[Saved data entries]
◇ ◇ ◇ ◇ ◇ ◇ ◇
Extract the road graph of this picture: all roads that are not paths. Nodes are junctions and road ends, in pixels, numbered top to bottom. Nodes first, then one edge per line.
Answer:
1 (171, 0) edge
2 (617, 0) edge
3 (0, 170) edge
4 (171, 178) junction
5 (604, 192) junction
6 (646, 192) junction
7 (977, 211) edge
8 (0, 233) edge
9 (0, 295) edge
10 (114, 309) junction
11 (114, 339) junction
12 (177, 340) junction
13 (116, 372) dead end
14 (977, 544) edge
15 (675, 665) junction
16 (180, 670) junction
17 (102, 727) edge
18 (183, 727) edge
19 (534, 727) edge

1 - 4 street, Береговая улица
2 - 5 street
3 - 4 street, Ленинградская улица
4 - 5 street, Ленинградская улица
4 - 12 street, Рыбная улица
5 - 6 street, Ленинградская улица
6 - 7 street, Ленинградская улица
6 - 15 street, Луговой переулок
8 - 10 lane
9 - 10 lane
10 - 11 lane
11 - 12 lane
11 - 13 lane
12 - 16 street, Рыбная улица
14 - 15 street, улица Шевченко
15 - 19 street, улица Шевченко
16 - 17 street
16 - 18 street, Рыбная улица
◇ ◇ ◇ ◇ ◇ ◇ ◇
**WHAT IS NEEDED**
Print the entries exactly. Include every one.

**ANSWER FOR THIS EXERCISE**
Extract the road graph of this picture: all roads that are not paths. Nodes are junctions and road ends, in pixels, numbered top to bottom. Nodes first, then one edge per line.
Answer:
1 (171, 0) edge
2 (617, 0) edge
3 (0, 170) edge
4 (171, 178) junction
5 (604, 192) junction
6 (646, 192) junction
7 (977, 211) edge
8 (0, 233) edge
9 (0, 295) edge
10 (114, 309) junction
11 (114, 339) junction
12 (177, 340) junction
13 (116, 372) dead end
14 (977, 544) edge
15 (675, 665) junction
16 (180, 670) junction
17 (102, 727) edge
18 (183, 727) edge
19 (534, 727) edge

1 - 4 street, Береговая улица
2 - 5 street
3 - 4 street, Ленинградская улица
4 - 5 street, Ленинградская улица
4 - 12 street, Рыбная улица
5 - 6 street, Ленинградская улица
6 - 7 street, Ленинградская улица
6 - 15 street, Луговой переулок
8 - 10 lane
9 - 10 lane
10 - 11 lane
11 - 12 lane
11 - 13 lane
12 - 16 street, Рыбная улица
14 - 15 street, улица Шевченко
15 - 19 street, улица Шевченко
16 - 17 street
16 - 18 street, Рыбная улица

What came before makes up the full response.